▶ ASSIGNMENT
Please work out how many lines in the records below include the word "from", and reply with that number only.

:: INFORMATION PROVIDED

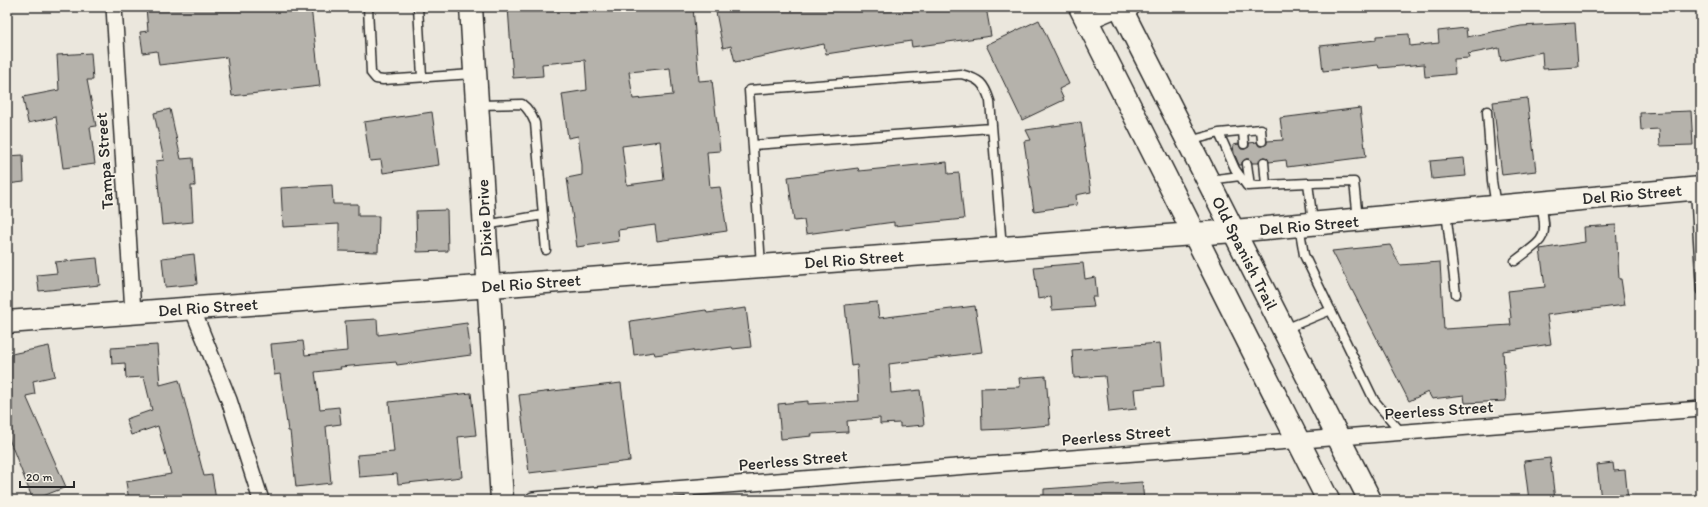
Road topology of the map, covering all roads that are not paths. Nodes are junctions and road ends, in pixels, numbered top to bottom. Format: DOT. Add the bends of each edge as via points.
graph roads {
  1 [pos="114,7"];
  2 [pos="368,7"];
  3 [pos="418,7"];
  4 [pos="471,7"];
  5 [pos="1124,7"];
  6 [pos="1083,14"];
  7 [pos="475,74"];
  8 [pos="422,77"];
  9 [pos="477,105"];
  10 [pos="1486,111"];
  11 [pos="992,128"];
  12 [pos="1243,131"];
  13 [pos="1219,133"];
  14 [pos="1188,141"];
  15 [pos="1262,141"];
  16 [pos="1244,144"];
  17 [pos="752,145"];
  18 [pos="1264,162"];
  19 [pos="1247,164"];
  20 [pos="1240,176"];
  21 [pos="1208,181"];
  22 [pos="1308,184"];
  23 [pos="1266,185"];
  24 [pos="1250,186"];
  25 [pos="1698,188"];
  26 [pos="1541,203"];
  27 [pos="1496,207"];
  28 [pos="1446,212"];
  29 [pos="543,215"];
  30 [pos="1358,220"];
  31 [pos="484,225"];
  32 [pos="1306,225"];
  33 [pos="1234,231"];
  34 [pos="1194,234"];
  35 [pos="1002,249"];
  36 [pos="546,250"];
  37 [pos="1515,260"];
  38 [pos="761,266"];
  39 [pos="488,286"];
  40 [pos="1701,291"];
  41 [pos="1456,294"];
  42 [pos="192,308"];
  43 [pos="1331,310"];
  44 [pos="133,312"];
  45 [pos="7,322"];
  46 [pos="1283,330"];
  47 [pos="1701,409"];
  48 [pos="1402,432"];
  49 [pos="1338,437"];
  50 [pos="1296,440"];
  51 [pos="689,494"];
  52 [pos="261,500"];
  53 [pos="502,500"];
  54 [pos="533,500"];
  55 [pos="1328,500"];
  56 [pos="1370,500"];
  1 -- 44 [label="street, Tampa Street"];
  2 -- 8 [label="lane" via="371,73 376,79 383,80"];
  3 -- 8 [label="lane"];
  4 -- 7 [label="street, Dixie Drive"];
  5 -- 6 [label="street"];
  5 -- 14 [label="street, Old Spanish Trail"];
  6 -- 34 [label="street"];
  7 -- 8 [label="lane"];
  7 -- 9 [label="street, Dixie Drive"];
  9 -- 29 [label="lane" via="522,104 531,114 535,123"];
  9 -- 31 [label="street, Dixie Drive"];
  10 -- 27 [label="lane"];
  11 -- 17 [label="lane"];
  11 -- 17 [label="lane" via="990,101 986,89 980,81 961,74 749,90"];
  11 -- 35 [label="lane"];
  12 -- 13 [label="lane"];
  12 -- 15 [label="lane" via="1261,129"];
  12 -- 16 [label="lane"];
  13 -- 14 [label="lane"];
  13 -- 20 [label="lane"];
  14 -- 21 [label="street, Old Spanish Trail"];
  17 -- 38 [label="lane"];
  18 -- 23 [label="lane"];
  19 -- 24 [label="lane"];
  20 -- 21 [label="lane"];
  20 -- 24 [label="lane" via="1247,186"];
  21 -- 33 [label="street, Old Spanish Trail"];
  22 -- 23 [label="lane"];
  22 -- 30 [label="lane" via="1354,182"];
  22 -- 32 [label="lane"];
  23 -- 24 [label="lane"];
  25 -- 26 [label="street, Del Rio Street"];
  25 -- 40 [label="lane"];
  26 -- 27 [label="street, Del Rio Street"];
  26 -- 37 [label="lane" via="1546,225 1542,240"];
  27 -- 28 [label="street, Del Rio Street"];
  28 -- 30 [label="street, Del Rio Street"];
  28 -- 41 [label="lane"];
  29 -- 31 [label="lane"];
  29 -- 36 [label="lane"];
  30 -- 32 [label="street, Del Rio Street"];
  31 -- 39 [label="street, Dixie Drive"];
  32 -- 33 [label="street, Del Rio Street"];
  32 -- 43 [label="lane" via="1304,255"];
  33 -- 34 [label="street, Del Rio Street"];
  33 -- 46 [label="street, Old Spanish Trail"];
  34 -- 35 [label="street, Del Rio Street"];
  34 -- 50 [label="street"];
  35 -- 38 [label="street, Del Rio Street"];
  38 -- 39 [label="street, Del Rio Street"];
  39 -- 42 [label="street, Del Rio Street"];
  39 -- 53 [label="street, Dixie Drive"];
  42 -- 44 [label="street, Del Rio Street"];
  42 -- 52 [label="street" via="229,400"];
  43 -- 46 [label="lane"];
  43 -- 48 [label="lane" via="1374,400"];
  44 -- 45 [label="street, Del Rio Street"];
  46 -- 49 [label="street, Old Spanish Trail"];
  47 -- 48 [label="street, Peerless Street"];
  48 -- 49 [label="street, Peerless Street"];
  49 -- 50 [label="street, Peerless Street"];
  49 -- 56 [label="street, Old Spanish Trail"];
  50 -- 51 [label="street, Peerless Street"];
  50 -- 55 [label="street"];
  51 -- 54 [label="street, Peerless Street"];
}
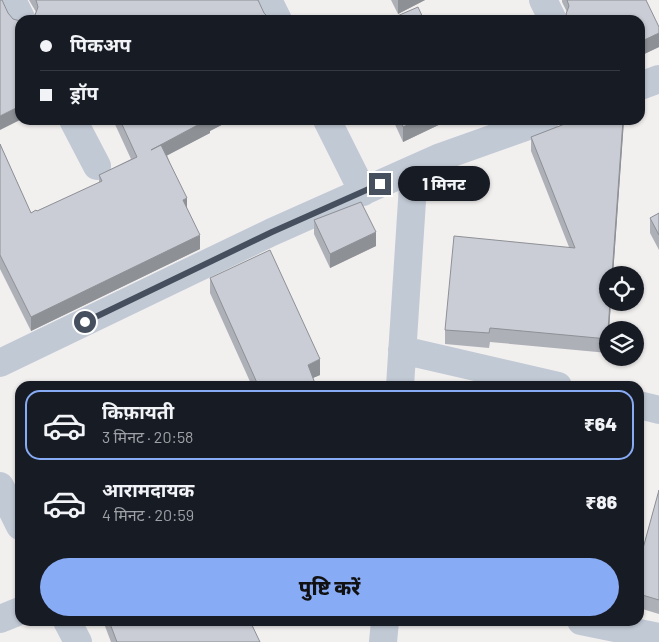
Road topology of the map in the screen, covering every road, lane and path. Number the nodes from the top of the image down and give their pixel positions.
1 (12, 0) edge
2 (268, 0) edge
3 (543, 0) edge
4 (20, 15) edge
5 (276, 15) edge
6 (550, 15) edge
7 (659, 79) edge
8 (645, 84) edge
9 (76, 125) edge
10 (330, 125) edge
11 (532, 125) edge
12 (97, 166) dead end
13 (414, 170) junction
14 (363, 192) junction
15 (402, 350) junction
16 (0, 363) edge
17 (400, 381) edge
18 (536, 381) edge
19 (644, 406) edge
20 (659, 410) edge
21 (0, 486) edge
22 (15, 516) edge
23 (15, 613) edge
24 (0, 619) edge
25 (70, 626) edge
26 (385, 626) edge
27 (605, 626) edge
28 (659, 637) edge
29 (78, 642) edge
30 (383, 642) edge

1 - 4 street
2 - 5 street
3 - 6 street
7 - 8 street
9 - 12 street
10 - 14 street
11 - 13 street
13 - 14 street
13 - 15 street
14 - 16 street
15 - 17 street
15 - 18 street
19 - 20 street
21 - 22 street
23 - 24 street
25 - 29 street
26 - 30 street
27 - 28 street

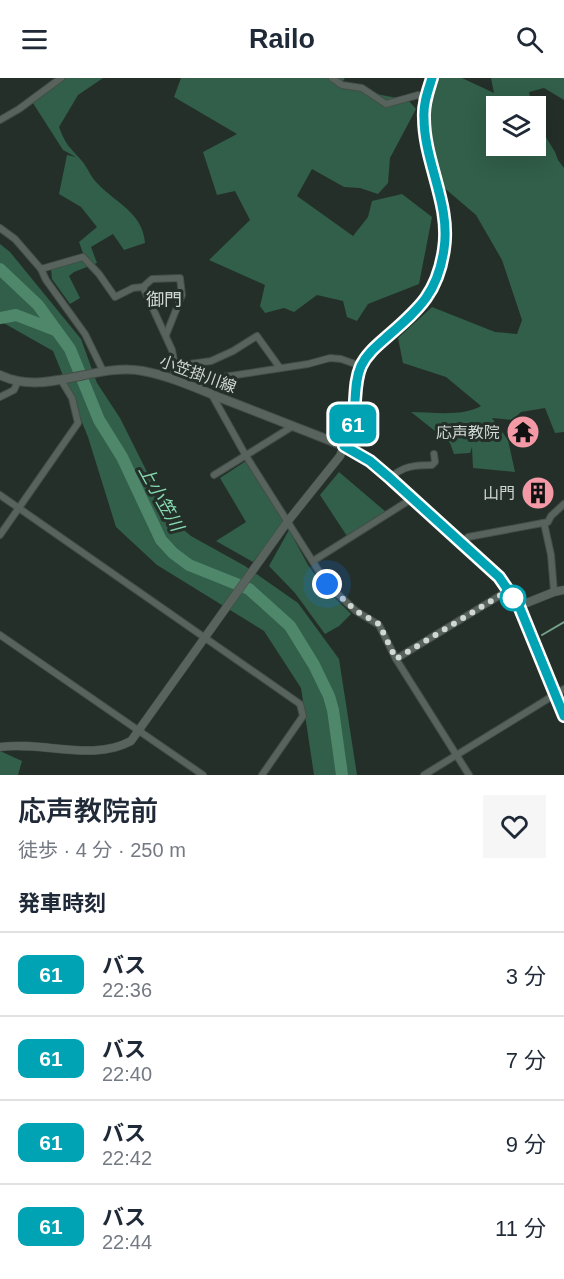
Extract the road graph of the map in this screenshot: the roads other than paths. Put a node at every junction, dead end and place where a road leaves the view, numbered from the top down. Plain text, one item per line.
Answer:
1 (62, 78) edge
2 (332, 78) edge
3 (432, 78) edge
4 (426, 99) junction
5 (0, 120) edge
6 (0, 228) edge
7 (41, 269) junction
8 (143, 287) junction
9 (166, 335) junction
10 (175, 366) junction
11 (361, 366) junction
12 (280, 368) junction
13 (100, 372) junction
14 (0, 375) edge
15 (64, 379) junction
16 (173, 380) junction
17 (18, 381) junction
18 (197, 389) junction
19 (212, 395) junction
20 (0, 397) edge
21 (293, 426) junction
22 (344, 446) junction
23 (434, 454) dead end
24 (246, 456) junction
25 (214, 475) dead end
26 (390, 478) junction
27 (0, 495) edge
28 (413, 498) junction
29 (564, 504) edge
30 (19, 508) junction
31 (288, 521) junction
32 (544, 523) junction
33 (0, 535) edge
34 (462, 542) junction
35 (313, 561) junction
36 (509, 590) junction
37 (564, 590) edge
38 (554, 592) junction
39 (519, 606) junction
40 (0, 634) edge
41 (205, 638) junction
42 (396, 659) junction
43 (564, 689) edge
44 (555, 694) junction
45 (564, 716) edge
46 (140, 732) junction
47 (0, 747) edge
48 (457, 755) junction
49 (203, 775) edge
50 (262, 775) edge
51 (424, 775) edge
52 (469, 775) edge

1 - 5 street
2 - 4 street
3 - 4 main road
4 - 11 main road
6 - 7 street
7 - 8 street
7 - 13 street
8 - 9 street
8 - 9 street
9 - 10 street
10 - 12 street
10 - 16 street
11 - 12 street
11 - 22 main road
12 - 18 street
13 - 15 main road, 小笠掛川線
13 - 16 main road, 小笠掛川線
14 - 17 main road, 小笠掛川線
15 - 17 main road, 小笠掛川線
15 - 30 street
16 - 18 main road, 小笠掛川線
17 - 20 street
18 - 19 main road, 小笠掛川線
19 - 21 main road, 小笠掛川線
19 - 24 street
21 - 22 main road, 小笠掛川線
21 - 24 street
22 - 26 main road
22 - 31 street
23 - 26 street
24 - 25 street
24 - 31 street
26 - 28 main road
27 - 30 street
28 - 34 main road
28 - 35 street
29 - 32 street
30 - 33 street
30 - 41 street
31 - 35 street
31 - 41 street
32 - 34 street
32 - 38 street
34 - 36 main road
35 - 42 street
36 - 39 main road
36 - 42 street
37 - 38 street
38 - 39 street
39 - 44 main road
40 - 46 street
41 - 46 street
41 - 50 street
42 - 48 street
43 - 44 street
44 - 45 main road
44 - 48 street
46 - 47 street
46 - 49 street
48 - 51 street
48 - 52 street

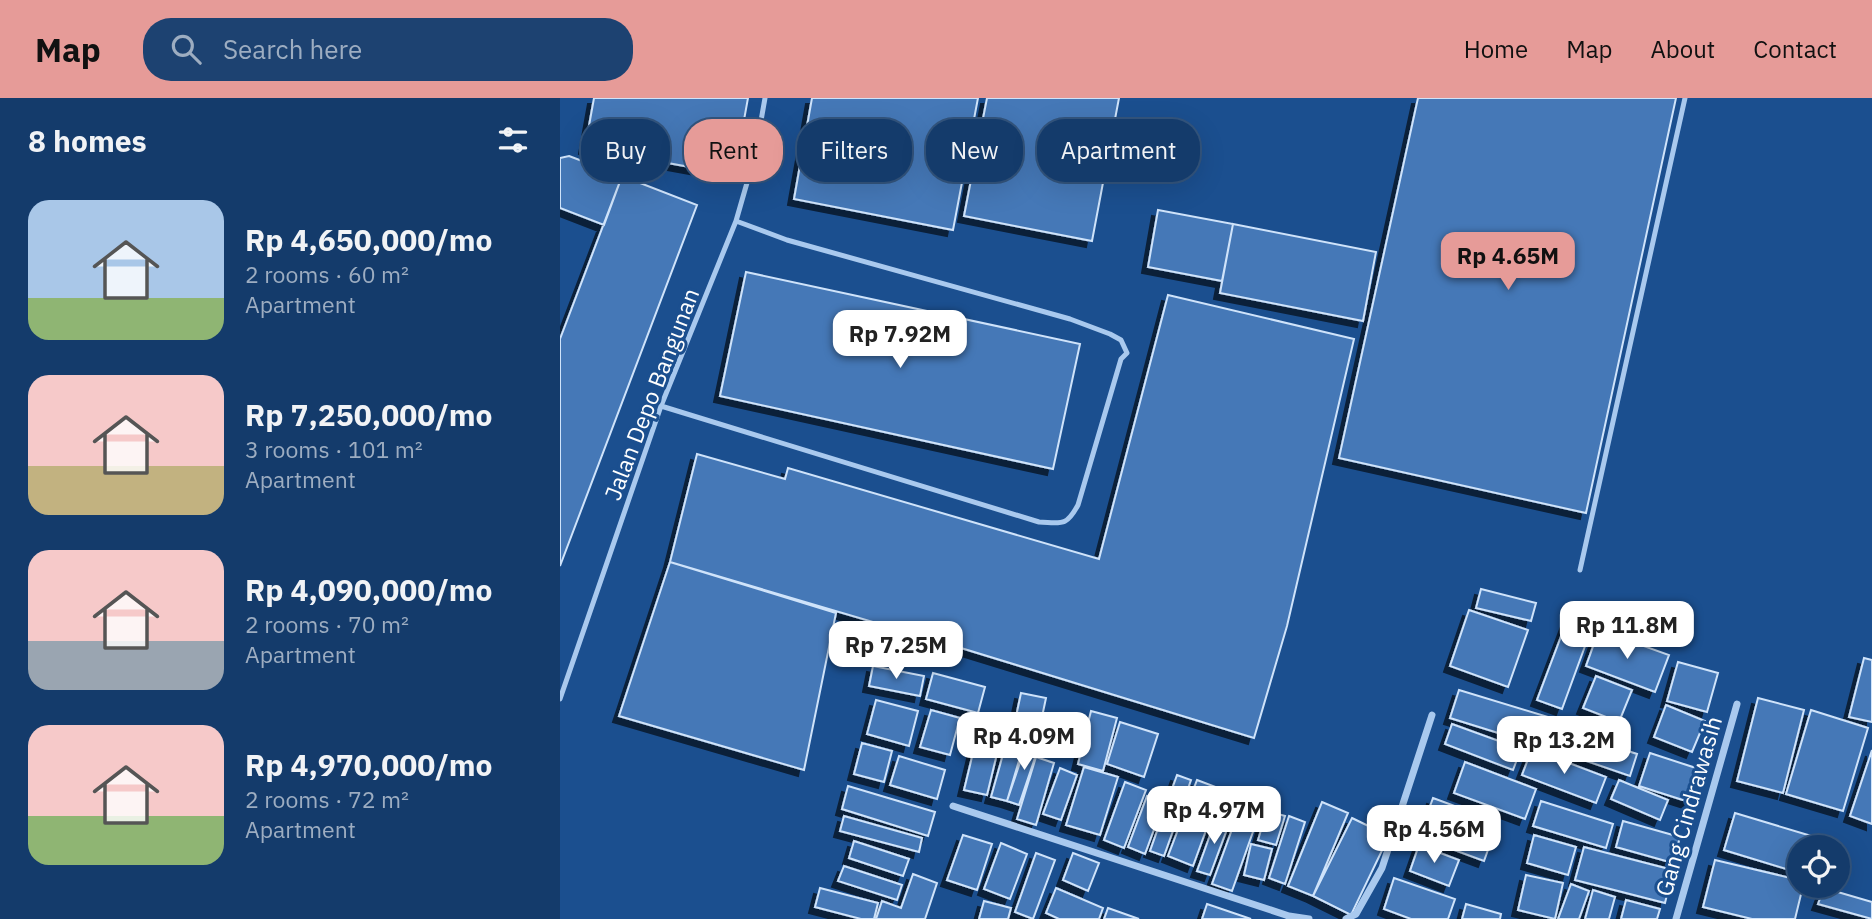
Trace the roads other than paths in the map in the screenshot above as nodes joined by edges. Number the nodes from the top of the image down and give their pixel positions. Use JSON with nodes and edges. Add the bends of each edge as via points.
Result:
{"nodes":[{"id":1,"x":765,"y":98,"type":"edge"},
{"id":2,"x":1685,"y":98,"type":"edge"},
{"id":3,"x":736,"y":221,"type":"junction"},
{"id":4,"x":661,"y":406,"type":"junction"},
{"id":5,"x":1580,"y":570,"type":"dead end"},
{"id":6,"x":560,"y":699,"type":"edge"},
{"id":7,"x":1737,"y":704,"type":"dead end"},
{"id":8,"x":1432,"y":715,"type":"dead end"},
{"id":9,"x":953,"y":806,"type":"dead end"},
{"id":10,"x":1289,"y":918,"type":"edge"},
{"id":11,"x":1309,"y":919,"type":"edge"},
{"id":12,"x":1346,"y":919,"type":"edge"},
{"id":13,"x":1675,"y":919,"type":"edge"}],
"edges":[{"from":1,"to":3,"type":"lane","name":"Jalan Depo Bangunan"},
{"from":2,"to":5,"type":"lane"},
{"from":3,"to":4,"type":"lane","name":"Jalan Depo Bangunan"},
{"from":3,"to":4,"type":"lane","via":[[788,240],[1070,319],[1121,340],[1127,353],[1121,359],[1078,505],[1062,524],[1038,522]]},
{"from":4,"to":6,"type":"lane","name":"Jalan Depo Bangunan"},
{"from":7,"to":13,"type":"street","name":"Gang Cindrawasih"},
{"from":8,"to":12,"type":"street","via":[[1382,868],[1356,914]]},
{"from":9,"to":10,"type":"street"},
{"from":10,"to":11,"type":"street"}]}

::::

▶ REPLY
12